Even after the suspension of the policy, households continued applying for free connections, hoping for a normal situation soon.  “Requests for new consumer connections continued accumulating and by 7th December 2020, there was a backlog of 200,500 applications for new electricity connections. The policy resumed with a dual connection system where customers with the ability to pay for their connections can pay in three days without waiting as Government mobilizes additional resources for the ECP to clear the backlog,” said Minister Nankabirwa.          
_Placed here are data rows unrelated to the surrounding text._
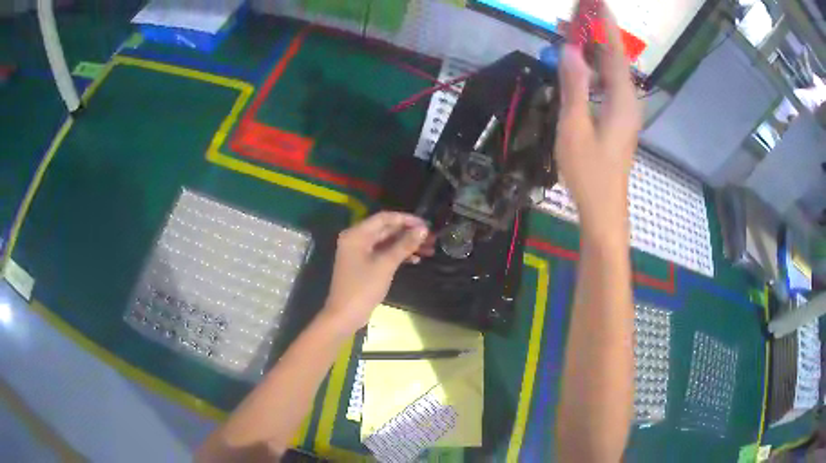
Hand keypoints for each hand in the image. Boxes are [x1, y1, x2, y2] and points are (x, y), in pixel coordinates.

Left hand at [321, 212, 429, 333]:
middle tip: (432, 237)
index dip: (406, 219)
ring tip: (429, 249)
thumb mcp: (386, 265)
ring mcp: (360, 252)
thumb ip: (404, 245)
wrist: (345, 315)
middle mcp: (357, 239)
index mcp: (357, 234)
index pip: (384, 218)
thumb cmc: (363, 287)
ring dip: (407, 245)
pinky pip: (384, 253)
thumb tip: (423, 229)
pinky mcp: (364, 264)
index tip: (426, 224)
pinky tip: (416, 260)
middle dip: (409, 233)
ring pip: (387, 242)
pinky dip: (398, 255)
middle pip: (386, 229)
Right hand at [554, 5, 640, 245]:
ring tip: (573, 30)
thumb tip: (569, 49)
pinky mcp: (617, 120)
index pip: (615, 53)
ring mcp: (623, 112)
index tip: (597, 3)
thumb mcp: (575, 128)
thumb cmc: (589, 173)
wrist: (603, 210)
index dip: (605, 25)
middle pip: (614, 59)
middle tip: (577, 11)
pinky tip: (580, 64)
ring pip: (610, 71)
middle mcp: (627, 102)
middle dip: (597, 32)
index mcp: (622, 101)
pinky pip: (607, 84)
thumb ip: (574, 87)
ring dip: (593, 49)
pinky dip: (594, 68)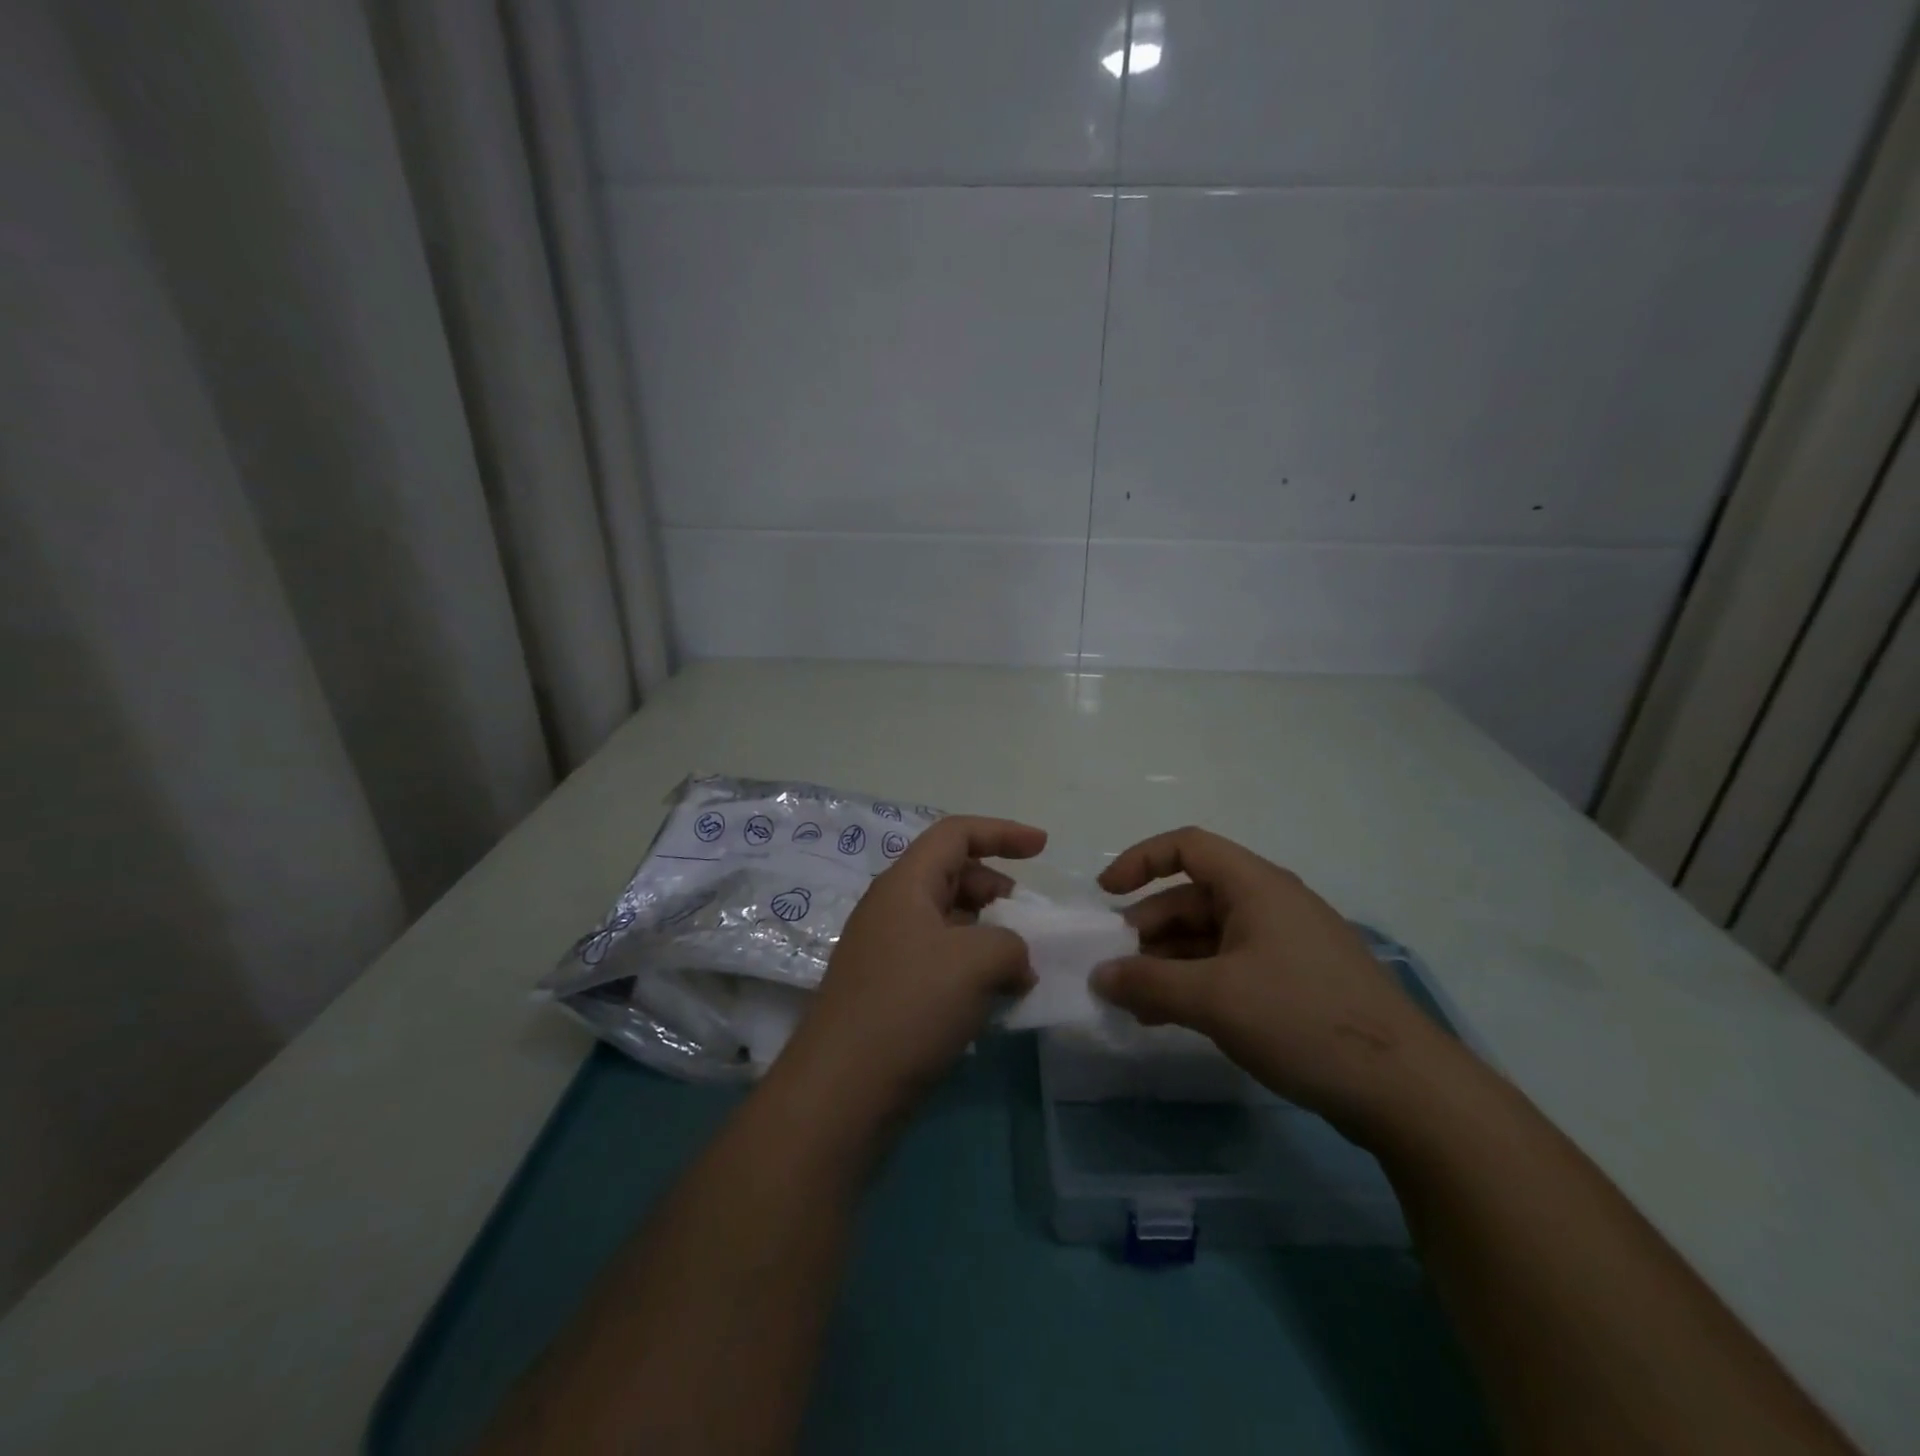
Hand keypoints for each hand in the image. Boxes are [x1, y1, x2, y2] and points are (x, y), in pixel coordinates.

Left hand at [782, 815, 1045, 1115]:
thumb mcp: (976, 961)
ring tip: (1020, 967)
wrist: (842, 1089)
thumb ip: (1012, 944)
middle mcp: (893, 908)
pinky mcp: (891, 990)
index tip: (1043, 847)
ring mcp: (888, 951)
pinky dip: (973, 967)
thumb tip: (1015, 961)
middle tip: (1028, 921)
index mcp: (905, 883)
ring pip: (949, 921)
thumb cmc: (909, 1005)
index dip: (1002, 832)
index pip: (955, 833)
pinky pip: (941, 960)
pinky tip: (995, 998)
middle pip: (952, 874)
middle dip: (997, 888)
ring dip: (989, 934)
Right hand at [1091, 827, 1455, 1129]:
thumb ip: (1148, 984)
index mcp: (1256, 886)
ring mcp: (1285, 945)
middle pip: (1192, 898)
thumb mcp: (1214, 999)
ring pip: (1209, 938)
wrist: (1405, 1090)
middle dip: (1148, 929)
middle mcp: (1270, 904)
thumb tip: (1099, 976)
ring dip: (1168, 964)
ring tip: (1136, 1004)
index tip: (1106, 895)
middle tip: (1116, 969)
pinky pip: (1230, 968)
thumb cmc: (1302, 1019)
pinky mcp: (1296, 983)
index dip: (1140, 861)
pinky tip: (1172, 1018)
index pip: (1188, 846)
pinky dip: (1196, 984)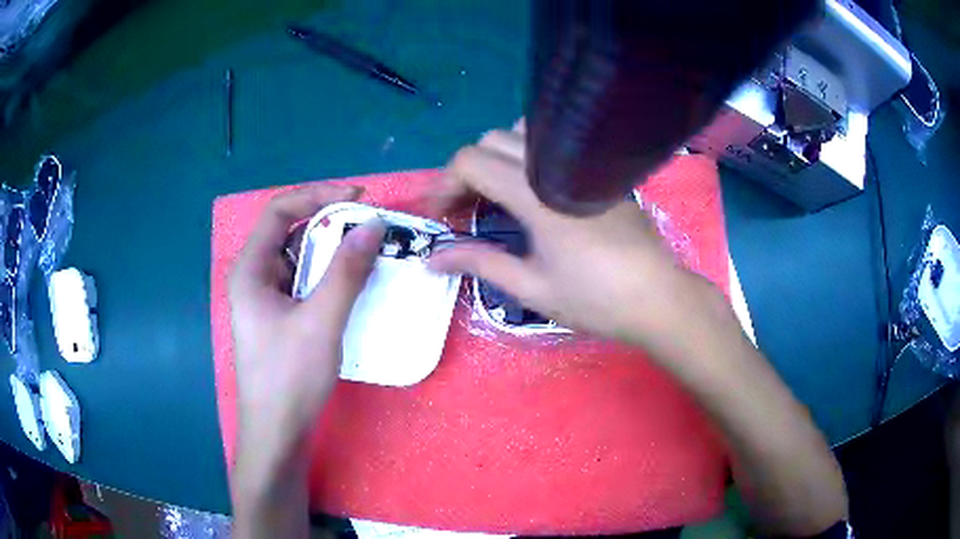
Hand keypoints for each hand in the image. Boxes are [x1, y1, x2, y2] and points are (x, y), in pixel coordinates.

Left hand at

The companies carrying out the connections say they will first connect handle the backlog on a first come-first- served basis. Mr Stephen Ilungole, the Umeme media relations manager, said yesterday the programme is another opportunity to serve customers on top of serving those willing to fund their connection costs. 

"There were slightly over 250,000 customers who have applied for free connections and had waited more than five months. The 87,500 under out docket will be selected from these customers on a first-come-first-serve basis," said Steven Illungole, the media relations manager at Umeme. 

Minister Nankabirwa says even the ongoing connections are following the order starting with the oldest completed applications, as procurement for more materials continues.  

“Procurement of 234,989 no-pole connection materials utilizing funds from the Exim Bank of China Access project (under TBEA contract) is also ongoing and these materials are expected in August 2021. This is therefore to confirm Government commitment to increase access to clean energy in line with the NDP-III,” she says   

She however implores those that have the ability to foot the full cost of connection to go ahead, so as to help reduce the backlog and avoid delaying the commencement of their businesses. She adds that business operators who wait for the free connection should better use private resources especially if they have already spent money on their investments instead of maintaining idle investments.

Meanwhile, the government is piloting a cheap power supply for institutions that use biofuels, as a way of increasing power consumption, which would in the end see it able to lower the cost of electricity to at least 453 Shillings per unit.

The Electricity Regulatory Authority-ERA Executive Director, Ziria Tibalwa Waako, says that they have started with the Mwana-mugimu clinic at Mulago with the aim of convincing institutions to abandon the use of charcoal and firewood.